# Need a new cabinet



## Bodhisatwa (May 26, 2012)

Hi!my system specs are given in my signatr..i have an iball psu and 2 80mm fans,a fd,an optical drive along wid it..
I have a frontech caby..
I want to buy a new good caby..my budget is 1.2k max..pls sugest..


----------



## ArjunKiller (May 26, 2012)

Zebronics Bijli. If you can find it locally, because production has stopped now.


----------



## Bodhisatwa (May 26, 2012)

Cost?any link?


----------



## ArjunKiller (May 26, 2012)

Cost will be around 1100.. not available online. Look for it locally.


----------



## Bodhisatwa (May 26, 2012)

Okay..any other?..


----------



## avichandana20000 (May 26, 2012)

only local products like FRONTTECH , IBALL will come in this price range.
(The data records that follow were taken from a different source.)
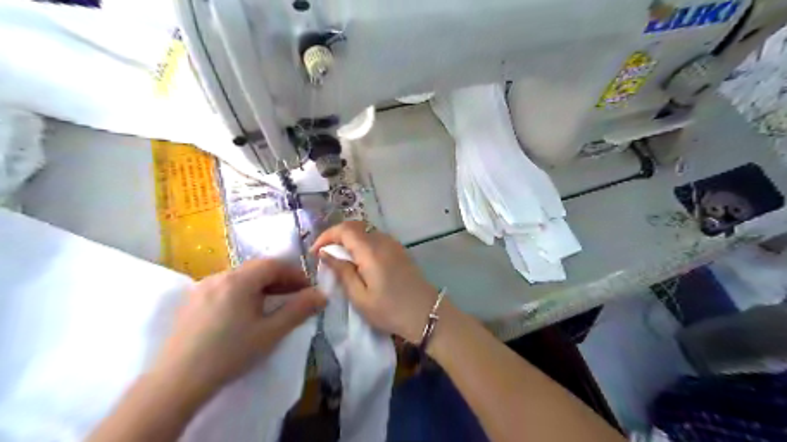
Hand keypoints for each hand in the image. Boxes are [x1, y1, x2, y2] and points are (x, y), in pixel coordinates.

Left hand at [153, 257, 325, 394]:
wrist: (176, 382)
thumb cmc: (230, 353)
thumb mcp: (271, 332)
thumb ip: (299, 310)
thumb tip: (322, 295)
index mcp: (239, 280)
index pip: (274, 264)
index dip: (295, 273)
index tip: (308, 289)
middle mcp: (219, 276)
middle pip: (256, 268)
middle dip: (280, 279)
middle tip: (294, 296)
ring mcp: (202, 288)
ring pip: (240, 277)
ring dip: (261, 286)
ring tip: (272, 305)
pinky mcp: (191, 301)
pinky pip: (225, 287)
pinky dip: (243, 292)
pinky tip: (244, 312)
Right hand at [312, 222, 435, 343]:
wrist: (426, 314)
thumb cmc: (390, 310)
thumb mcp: (360, 296)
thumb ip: (342, 271)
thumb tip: (326, 253)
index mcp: (371, 250)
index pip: (344, 229)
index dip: (326, 236)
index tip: (315, 252)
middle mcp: (383, 241)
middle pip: (355, 226)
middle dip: (336, 236)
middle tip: (324, 253)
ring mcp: (393, 244)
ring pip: (366, 231)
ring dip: (349, 239)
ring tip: (338, 258)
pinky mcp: (399, 250)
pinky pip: (376, 238)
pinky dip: (362, 243)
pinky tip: (358, 260)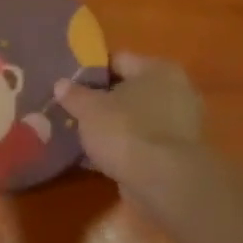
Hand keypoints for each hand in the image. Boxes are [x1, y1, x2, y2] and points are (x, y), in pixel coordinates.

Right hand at [53, 53, 203, 182]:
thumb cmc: (126, 131)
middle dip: (101, 100)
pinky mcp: (177, 152)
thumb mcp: (87, 109)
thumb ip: (73, 94)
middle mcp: (176, 90)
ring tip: (81, 134)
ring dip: (112, 125)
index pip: (116, 60)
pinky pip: (141, 141)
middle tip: (72, 110)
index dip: (89, 71)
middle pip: (127, 90)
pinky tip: (98, 156)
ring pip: (134, 118)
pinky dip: (123, 146)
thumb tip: (62, 84)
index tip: (67, 85)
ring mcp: (180, 123)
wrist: (164, 182)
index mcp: (157, 69)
Surf in their sites  locally order it.

Cooler master 350 is the lowest with 1586/- from MD COMPUTERS.


----------



## rajnusker (May 26, 2012)

Don't buy Zebronics or Frontech ****, they produce absolute ~love~ cabbys... Iball is bettah!!!


----------



## topgear (May 27, 2012)

^^ what's wrong with zebronics cabinets ?? they have some good cabinets like Bijli, Anti Biotics, Reaper, Invader etc.

@ OP - Zebronics bijli is a good cabinet but the current price is arund 1.6k though.


----------



## Bodhisatwa (May 27, 2012)

then finally which 1??


----------



## ArjunKiller (May 27, 2012)

Bijli


----------



## Bodhisatwa (May 27, 2012)

availability a big problem..


----------



## RiGOD (May 27, 2012)

^^Spending 1.2k you'll get some crap cabby again (Bijli is the bare minimum). I'd say save up some more money and buy a CM Elite 311. It'll be really worth the money you spend. Spending 1.2k and jumping from Frontech to Zebronics or some other desi brand sounds dumb to me.


----------



## topgear (May 28, 2012)

@ OP - either get CM Elite 311 or CM Elite 350 @ 1.6k.


----------